A simple DBN of three nodes and three time slices.

Mean absolute error (MAE), standard deviation (SD) and fitting coefficient (R2) were used to evaluate the predictive effect of the final model:

$$MAE=\frac{1}{m}{\sum }_{i=1}^{m}\left|\stackrel{\Lambda }{{y}_{i}}-{y}_{i}\right|,$$
(1)
$$SD=\sqrt{\frac{{\sum }_{i=1}^{m}{\left(\stackrel{\Lambda }{{y}_{i}}-{y}_{i}\right)}^{2}}{m}} ,$$
(2)
$${R}^{2}=1-\frac{{\sum }_{i=1}^{m}{\left(\stackrel{\Lambda }{{y}_{i}}-{y}_{i}\right)}^{2}}{{\sum }_{i=1}^{m}{\left({{y}_{i}}-\overline{{y}_{i}}\right)}^{2}} ,$$
(3)

where \(\mathop {y_{i} }\limits^{\Lambda }\) represents the predicted value, \(y_{i}\) represents the true value, \(\overline{y}_{i}\) represents the average value, \(m\) represents the number of samples.

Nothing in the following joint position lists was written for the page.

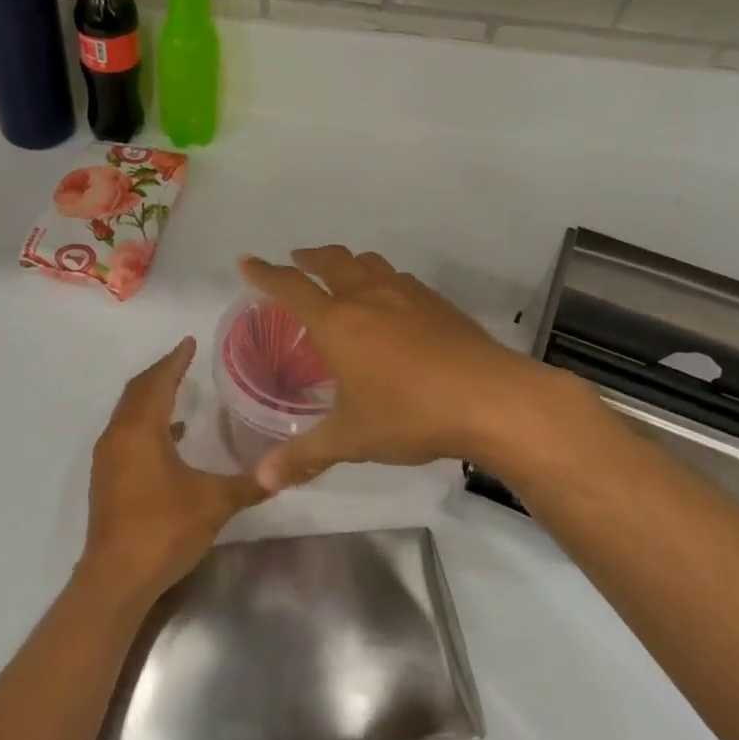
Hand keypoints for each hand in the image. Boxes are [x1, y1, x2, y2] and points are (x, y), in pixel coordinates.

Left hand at [82, 337, 266, 603]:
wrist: (116, 578)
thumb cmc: (164, 528)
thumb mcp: (214, 503)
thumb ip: (247, 484)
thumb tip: (279, 474)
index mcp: (140, 431)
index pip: (157, 382)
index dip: (175, 360)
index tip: (189, 342)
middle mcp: (118, 437)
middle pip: (137, 392)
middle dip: (160, 373)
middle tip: (184, 360)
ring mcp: (108, 459)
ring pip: (129, 414)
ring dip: (151, 398)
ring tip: (179, 390)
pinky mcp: (108, 480)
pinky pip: (127, 435)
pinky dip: (147, 425)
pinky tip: (172, 437)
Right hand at [239, 246, 581, 491]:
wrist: (492, 399)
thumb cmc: (409, 414)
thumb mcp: (351, 439)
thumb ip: (304, 456)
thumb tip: (259, 482)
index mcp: (338, 322)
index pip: (291, 288)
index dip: (264, 274)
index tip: (247, 261)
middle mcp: (369, 297)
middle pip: (332, 261)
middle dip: (309, 257)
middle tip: (296, 260)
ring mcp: (408, 295)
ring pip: (369, 264)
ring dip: (348, 263)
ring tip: (342, 276)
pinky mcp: (439, 304)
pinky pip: (399, 279)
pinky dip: (382, 280)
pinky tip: (392, 304)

Crop suitability assessment

The evaluation of crop suitability refers to the suitability of crop growth for the corresponding planting land. The growth and development of different crops are closely related to climate, topography, soil and other natural environmental conditions. There are obvious differences in crop yield and quality under different natural environmental conditions. Crop suitability can quantify the effect of spatial variability on crop growth. It is the main basis for crop selection in the process optimizing regional planting layout23. The suitability of a crop for a given location can be measured by a suitability index, which is the product of the affiliation value and the weight of the indicator with a value between 0 and 1.

The crop suitability evaluation in this study consisted of nine indicators related to topographic factors and soil characteristics. The topographic factor were mainly slope. The soil data were pH, soil bulk weight, soil organic matter, effective phosphorus, alkaline dissolved nitrogen, effective potassium, total nitrogen, clay, silt, and sandy soils. In the process determining the weights of the indicators, the main method of calculation is to utilize a combination of subjective and objective methods. A comprehensive analysis was conducted by the empirical data of crop cultivation in the study area and the historical data summarized in the literature and CRITIC method24,25. The final weights of the indicators were calculated as:

$${w}_{ni}=\frac{{a}_{ni}{b}_{n}}{k} ,$$
(4)

where \(w_{ni}\) denotes the weight of the first \(n\) indicator for the first \(i\) crop, \(a_{ni}\) denotes the weight of the first \(i\) crop obtained from the literature, and \(b_{n}\) denotes the weight calculated from the raster data using the CRITIC method.

The suitability index was categorized into four grades from high to low using the natural breakpoint classification. The lower the grade, the higher the suitability. The suitability evaluation can compare the suitability of the same crop in different geographic locations and the suitability of different crops in the same geographic location. It can provide the necessary data basis for the optimization of planting layout.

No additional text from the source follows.